Presumably the following is also supposed to be true:

FPADD x (-0.0) = x

When adding +0.0 and -0.0 it's not possible for this to be true and for your
third equivalence to be true for all x.

Floating point differs from normal arithmetic in subtle ways. It often
fails associativity and commutativity, and as you've seen the identity
relationships cannot always be maintained when you have two identity
values.

--
Barry Margolin, bar...@bbnplanet.com
GTE Internetworking, Powered by BBN, Burlington, MA
*** DON'T SEND TECHNICAL QUESTIONS DIRECTLY TO ME, post them to newsgroups.
Please DON'T copy followups to me -- I'll assume it wasn't posted to the group.

David McClain

unread,

Sep 3, 1999, 7:00:00 AM9/3/99

to

In light of my recent trip around the mulberry bush, I thought I would post
a preamble from some of my code for everyone's sake.

- DM

(* ------------------------------------------------------------ *)
(* Considerable care has been taken to be IEEE correct *)
(* in the face of distinct (+0.0) and (-0.0). *)

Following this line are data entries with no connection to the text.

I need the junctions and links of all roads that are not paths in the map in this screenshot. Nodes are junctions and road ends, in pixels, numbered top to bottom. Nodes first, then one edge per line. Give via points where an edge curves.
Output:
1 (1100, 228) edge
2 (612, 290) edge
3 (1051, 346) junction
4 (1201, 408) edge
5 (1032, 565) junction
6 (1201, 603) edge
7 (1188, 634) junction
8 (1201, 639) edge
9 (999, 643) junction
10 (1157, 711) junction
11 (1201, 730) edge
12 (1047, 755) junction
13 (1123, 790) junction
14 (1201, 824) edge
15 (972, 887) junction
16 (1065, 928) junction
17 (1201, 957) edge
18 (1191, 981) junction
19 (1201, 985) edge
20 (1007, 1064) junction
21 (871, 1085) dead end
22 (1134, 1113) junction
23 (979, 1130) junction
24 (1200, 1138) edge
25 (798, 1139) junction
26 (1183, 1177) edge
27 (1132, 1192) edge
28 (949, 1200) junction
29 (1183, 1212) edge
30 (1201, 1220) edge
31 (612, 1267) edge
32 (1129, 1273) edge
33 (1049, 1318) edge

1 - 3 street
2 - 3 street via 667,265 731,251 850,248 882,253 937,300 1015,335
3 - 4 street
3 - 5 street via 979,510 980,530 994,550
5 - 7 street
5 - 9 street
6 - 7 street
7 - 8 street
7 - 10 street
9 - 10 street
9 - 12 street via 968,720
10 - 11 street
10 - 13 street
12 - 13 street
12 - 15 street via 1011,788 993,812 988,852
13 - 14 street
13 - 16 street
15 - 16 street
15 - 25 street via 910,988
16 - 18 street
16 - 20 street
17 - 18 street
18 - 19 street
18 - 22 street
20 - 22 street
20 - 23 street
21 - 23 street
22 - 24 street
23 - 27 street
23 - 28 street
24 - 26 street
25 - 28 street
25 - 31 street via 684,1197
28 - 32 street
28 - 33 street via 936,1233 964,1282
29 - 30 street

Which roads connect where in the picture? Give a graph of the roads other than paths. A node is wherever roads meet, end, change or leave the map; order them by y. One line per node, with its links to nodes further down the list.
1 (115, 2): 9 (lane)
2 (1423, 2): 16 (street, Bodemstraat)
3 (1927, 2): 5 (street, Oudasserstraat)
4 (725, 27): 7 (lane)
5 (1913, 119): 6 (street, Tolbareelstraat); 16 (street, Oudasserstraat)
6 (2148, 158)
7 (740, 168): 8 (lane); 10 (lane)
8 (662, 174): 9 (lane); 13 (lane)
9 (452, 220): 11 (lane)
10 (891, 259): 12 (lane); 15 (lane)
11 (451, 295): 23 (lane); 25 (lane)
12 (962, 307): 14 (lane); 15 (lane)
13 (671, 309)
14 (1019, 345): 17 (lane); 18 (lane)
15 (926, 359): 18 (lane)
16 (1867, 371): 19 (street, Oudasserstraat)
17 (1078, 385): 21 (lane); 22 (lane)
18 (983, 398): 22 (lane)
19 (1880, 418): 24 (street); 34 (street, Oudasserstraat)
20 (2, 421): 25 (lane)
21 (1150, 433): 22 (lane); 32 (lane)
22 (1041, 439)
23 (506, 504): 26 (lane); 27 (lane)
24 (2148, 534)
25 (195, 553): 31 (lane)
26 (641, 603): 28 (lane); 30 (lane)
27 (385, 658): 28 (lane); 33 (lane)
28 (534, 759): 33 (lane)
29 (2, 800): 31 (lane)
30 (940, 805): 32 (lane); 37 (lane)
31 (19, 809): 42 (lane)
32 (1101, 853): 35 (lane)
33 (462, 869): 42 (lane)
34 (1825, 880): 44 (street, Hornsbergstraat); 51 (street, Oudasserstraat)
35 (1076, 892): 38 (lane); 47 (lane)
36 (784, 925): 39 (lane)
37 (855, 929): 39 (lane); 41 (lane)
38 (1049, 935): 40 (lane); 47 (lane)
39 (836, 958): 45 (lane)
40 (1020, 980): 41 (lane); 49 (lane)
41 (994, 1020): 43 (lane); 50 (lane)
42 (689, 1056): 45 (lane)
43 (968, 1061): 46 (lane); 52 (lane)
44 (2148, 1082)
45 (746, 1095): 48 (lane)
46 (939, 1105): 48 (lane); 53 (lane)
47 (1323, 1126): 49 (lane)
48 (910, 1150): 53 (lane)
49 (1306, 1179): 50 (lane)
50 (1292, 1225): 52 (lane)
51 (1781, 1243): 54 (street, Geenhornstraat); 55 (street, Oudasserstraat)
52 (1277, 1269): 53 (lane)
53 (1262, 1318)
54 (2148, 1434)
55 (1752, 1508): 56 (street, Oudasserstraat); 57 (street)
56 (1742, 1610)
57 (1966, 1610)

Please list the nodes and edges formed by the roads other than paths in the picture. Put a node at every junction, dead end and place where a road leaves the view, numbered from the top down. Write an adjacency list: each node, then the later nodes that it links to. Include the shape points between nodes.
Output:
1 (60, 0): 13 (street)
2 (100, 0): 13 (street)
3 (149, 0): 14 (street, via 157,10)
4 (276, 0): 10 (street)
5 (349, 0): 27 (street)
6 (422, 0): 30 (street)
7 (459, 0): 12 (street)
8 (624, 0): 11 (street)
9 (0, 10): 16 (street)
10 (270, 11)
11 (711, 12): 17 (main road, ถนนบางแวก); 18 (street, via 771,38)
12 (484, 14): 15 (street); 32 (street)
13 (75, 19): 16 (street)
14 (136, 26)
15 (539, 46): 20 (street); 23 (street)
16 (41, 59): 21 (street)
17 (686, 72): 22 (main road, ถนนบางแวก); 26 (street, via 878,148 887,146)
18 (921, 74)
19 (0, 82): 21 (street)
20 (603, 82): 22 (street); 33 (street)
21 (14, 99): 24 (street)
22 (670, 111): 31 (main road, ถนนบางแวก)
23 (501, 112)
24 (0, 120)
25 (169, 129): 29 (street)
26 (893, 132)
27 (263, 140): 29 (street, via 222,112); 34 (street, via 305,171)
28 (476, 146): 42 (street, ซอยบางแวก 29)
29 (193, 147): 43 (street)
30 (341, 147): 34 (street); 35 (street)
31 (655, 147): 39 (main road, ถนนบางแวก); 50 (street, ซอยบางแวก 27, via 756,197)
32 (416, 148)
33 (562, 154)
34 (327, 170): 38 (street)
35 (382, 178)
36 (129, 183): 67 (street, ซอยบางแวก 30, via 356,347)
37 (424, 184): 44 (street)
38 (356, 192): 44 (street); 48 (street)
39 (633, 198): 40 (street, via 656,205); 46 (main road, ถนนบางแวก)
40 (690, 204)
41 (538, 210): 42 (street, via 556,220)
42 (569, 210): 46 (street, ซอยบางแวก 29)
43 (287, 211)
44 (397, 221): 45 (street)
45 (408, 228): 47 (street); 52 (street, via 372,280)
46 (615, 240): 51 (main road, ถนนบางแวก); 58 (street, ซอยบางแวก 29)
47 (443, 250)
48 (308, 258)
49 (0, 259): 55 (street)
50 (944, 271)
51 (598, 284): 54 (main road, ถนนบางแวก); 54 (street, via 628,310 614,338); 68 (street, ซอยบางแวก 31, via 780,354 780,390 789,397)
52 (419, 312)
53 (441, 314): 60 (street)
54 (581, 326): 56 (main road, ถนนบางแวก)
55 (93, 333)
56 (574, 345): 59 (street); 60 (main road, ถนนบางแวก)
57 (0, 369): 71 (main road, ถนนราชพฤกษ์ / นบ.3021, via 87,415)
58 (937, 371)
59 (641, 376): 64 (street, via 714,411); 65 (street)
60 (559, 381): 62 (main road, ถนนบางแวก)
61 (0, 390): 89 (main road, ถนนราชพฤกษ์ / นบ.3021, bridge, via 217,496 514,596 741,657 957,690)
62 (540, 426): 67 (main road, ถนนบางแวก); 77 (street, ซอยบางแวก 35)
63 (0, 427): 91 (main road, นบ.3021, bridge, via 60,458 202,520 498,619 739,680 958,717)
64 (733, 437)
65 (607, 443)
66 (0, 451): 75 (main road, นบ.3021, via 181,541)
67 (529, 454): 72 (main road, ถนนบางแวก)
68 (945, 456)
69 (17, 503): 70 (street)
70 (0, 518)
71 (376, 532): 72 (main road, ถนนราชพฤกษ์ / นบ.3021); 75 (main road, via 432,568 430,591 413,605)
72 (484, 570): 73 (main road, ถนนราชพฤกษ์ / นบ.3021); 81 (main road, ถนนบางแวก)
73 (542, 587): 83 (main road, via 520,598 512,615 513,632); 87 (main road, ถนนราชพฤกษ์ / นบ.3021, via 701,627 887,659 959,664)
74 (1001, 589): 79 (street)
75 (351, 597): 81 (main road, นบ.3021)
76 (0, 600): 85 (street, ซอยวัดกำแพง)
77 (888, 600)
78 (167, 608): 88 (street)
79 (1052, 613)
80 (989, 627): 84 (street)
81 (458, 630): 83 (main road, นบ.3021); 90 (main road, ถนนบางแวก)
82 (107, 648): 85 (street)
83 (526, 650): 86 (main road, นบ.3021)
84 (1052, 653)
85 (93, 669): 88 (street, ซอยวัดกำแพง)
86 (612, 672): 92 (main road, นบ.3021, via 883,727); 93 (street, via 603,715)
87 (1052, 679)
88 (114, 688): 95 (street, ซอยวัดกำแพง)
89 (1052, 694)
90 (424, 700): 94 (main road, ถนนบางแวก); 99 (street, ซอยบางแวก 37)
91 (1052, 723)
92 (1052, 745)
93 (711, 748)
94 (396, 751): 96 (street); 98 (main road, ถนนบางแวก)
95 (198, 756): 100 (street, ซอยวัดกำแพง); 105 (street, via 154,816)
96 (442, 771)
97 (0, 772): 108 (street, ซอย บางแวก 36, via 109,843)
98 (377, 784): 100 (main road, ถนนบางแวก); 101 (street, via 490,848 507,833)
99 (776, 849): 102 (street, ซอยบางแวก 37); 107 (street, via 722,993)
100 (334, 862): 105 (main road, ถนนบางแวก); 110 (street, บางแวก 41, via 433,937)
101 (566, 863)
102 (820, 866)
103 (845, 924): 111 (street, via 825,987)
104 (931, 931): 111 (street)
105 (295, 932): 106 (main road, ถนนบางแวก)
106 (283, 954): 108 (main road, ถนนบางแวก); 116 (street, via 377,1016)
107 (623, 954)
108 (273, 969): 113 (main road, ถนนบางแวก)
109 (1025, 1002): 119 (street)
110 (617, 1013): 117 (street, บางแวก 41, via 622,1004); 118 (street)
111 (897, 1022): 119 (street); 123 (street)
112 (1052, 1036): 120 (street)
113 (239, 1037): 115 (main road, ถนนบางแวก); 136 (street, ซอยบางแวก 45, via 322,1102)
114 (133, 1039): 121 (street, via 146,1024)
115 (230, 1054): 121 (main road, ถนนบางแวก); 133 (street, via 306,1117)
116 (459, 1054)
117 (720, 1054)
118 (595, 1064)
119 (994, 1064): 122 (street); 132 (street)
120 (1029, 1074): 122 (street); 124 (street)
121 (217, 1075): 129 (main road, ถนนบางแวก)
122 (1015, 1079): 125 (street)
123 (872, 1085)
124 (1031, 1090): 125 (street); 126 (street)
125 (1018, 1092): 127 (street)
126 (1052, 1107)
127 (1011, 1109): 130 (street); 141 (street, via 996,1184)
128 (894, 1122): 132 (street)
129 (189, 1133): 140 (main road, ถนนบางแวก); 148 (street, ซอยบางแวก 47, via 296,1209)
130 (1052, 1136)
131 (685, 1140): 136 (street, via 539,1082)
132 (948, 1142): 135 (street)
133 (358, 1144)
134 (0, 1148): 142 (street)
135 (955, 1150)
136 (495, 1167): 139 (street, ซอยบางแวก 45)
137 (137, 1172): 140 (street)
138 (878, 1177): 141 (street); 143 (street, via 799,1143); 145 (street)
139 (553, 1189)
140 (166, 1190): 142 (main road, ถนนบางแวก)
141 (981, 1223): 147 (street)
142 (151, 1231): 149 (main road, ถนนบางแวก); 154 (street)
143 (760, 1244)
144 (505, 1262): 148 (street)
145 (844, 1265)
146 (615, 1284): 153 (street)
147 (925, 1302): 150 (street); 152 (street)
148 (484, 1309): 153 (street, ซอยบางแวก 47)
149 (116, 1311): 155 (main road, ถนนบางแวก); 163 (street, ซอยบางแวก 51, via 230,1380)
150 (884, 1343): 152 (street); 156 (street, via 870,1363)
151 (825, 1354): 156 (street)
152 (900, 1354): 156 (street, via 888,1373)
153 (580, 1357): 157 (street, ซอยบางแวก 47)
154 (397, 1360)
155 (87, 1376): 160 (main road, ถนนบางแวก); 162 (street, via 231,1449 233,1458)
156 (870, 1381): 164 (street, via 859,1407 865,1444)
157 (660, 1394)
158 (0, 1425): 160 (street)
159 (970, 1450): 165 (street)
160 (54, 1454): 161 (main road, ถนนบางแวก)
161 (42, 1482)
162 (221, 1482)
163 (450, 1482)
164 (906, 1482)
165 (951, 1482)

(* The rules of the game are: *)

(* Addition => commutative a + b = b + a *)
(* Subtraction => anticommutative a - b = -(b - a) *)
(* Multiplication => commutative a * b = b * a *)
(* Division => inverse-commutative a / b = 1.0 / (b / a) *)

(* Identity under addition: *)
(* x + (-0.0) = x but x + (+0.0) != x *)

(* Identity under subtraction: *)
(* x - (+0.0) = x but x - (-0.0) != x *)

(* Negation by subtraction: *)
(* (-0.0) - x = neg x (= FCHS x) but (+0.0) - x != neg x *)

(* Equivalence of subtraction by addition of negative: *)
(* a - b = a + neg b *)

(* Distribution of negation: *)
(* a - b = -(b - a) = -b - (-a) = -b + a *)
(* ;; remember that addition is commutative *)

(* Complex conjugation by negation: *)
(* conj(re,im) = (re, -im) != (re, 0 - im) *)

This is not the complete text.